- _ACTION ITEM_:
Reproduce exactly, from the data that follows, the line with "index tip: (202, 281)", the line with "pinky tip: (415, 321)", and every line that lies between them.

┌─ RECORD EXTRACTS

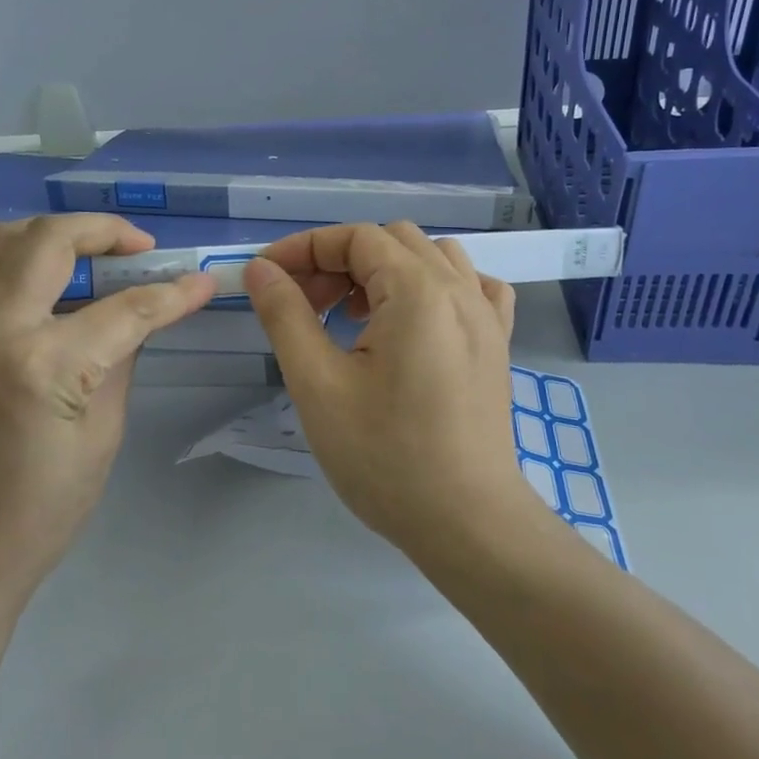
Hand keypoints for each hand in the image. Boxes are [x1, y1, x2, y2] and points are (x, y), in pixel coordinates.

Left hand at [0, 214, 215, 609]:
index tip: (202, 281)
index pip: (125, 309)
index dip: (172, 294)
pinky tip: (10, 250)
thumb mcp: (102, 437)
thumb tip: (139, 316)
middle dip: (106, 233)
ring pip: (0, 238)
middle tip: (141, 249)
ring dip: (51, 232)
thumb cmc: (40, 513)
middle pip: (51, 242)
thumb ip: (119, 361)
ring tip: (86, 249)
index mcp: (42, 366)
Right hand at [243, 222, 538, 547]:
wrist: (466, 521)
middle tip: (307, 305)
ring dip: (385, 271)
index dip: (305, 248)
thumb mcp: (318, 385)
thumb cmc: (385, 457)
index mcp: (418, 291)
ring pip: (432, 257)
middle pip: (392, 241)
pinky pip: (471, 286)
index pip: (356, 237)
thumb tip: (261, 269)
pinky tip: (415, 321)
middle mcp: (460, 289)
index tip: (269, 277)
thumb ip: (286, 316)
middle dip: (340, 261)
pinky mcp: (498, 343)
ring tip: (355, 316)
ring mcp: (487, 315)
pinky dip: (435, 286)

└─

- _EXPECTED OUTPUT_:
index tip: (202, 281)
index pip: (125, 309)
index dip: (172, 294)
pinky tip: (10, 250)
thumb mcp: (102, 437)
thumb tip: (139, 316)
middle dip: (106, 233)
ring pip: (0, 238)
middle tip: (141, 249)
ring dip: (51, 232)
thumb cmc: (40, 513)
middle pip: (51, 242)
thumb ip: (119, 361)
ring tip: (86, 249)
index mcp: (42, 366)
Right hand at [243, 222, 538, 547]:
wrist: (466, 521)
middle tip: (307, 305)
ring dip: (385, 271)
index dip: (305, 248)
thumb mcp: (318, 385)
thumb cmc: (385, 457)
index mcp: (418, 291)
ring pip: (432, 257)
middle pip: (392, 241)
pinky pip: (471, 286)
index pip: (356, 237)
thumb tip: (261, 269)
pinky tip: (415, 321)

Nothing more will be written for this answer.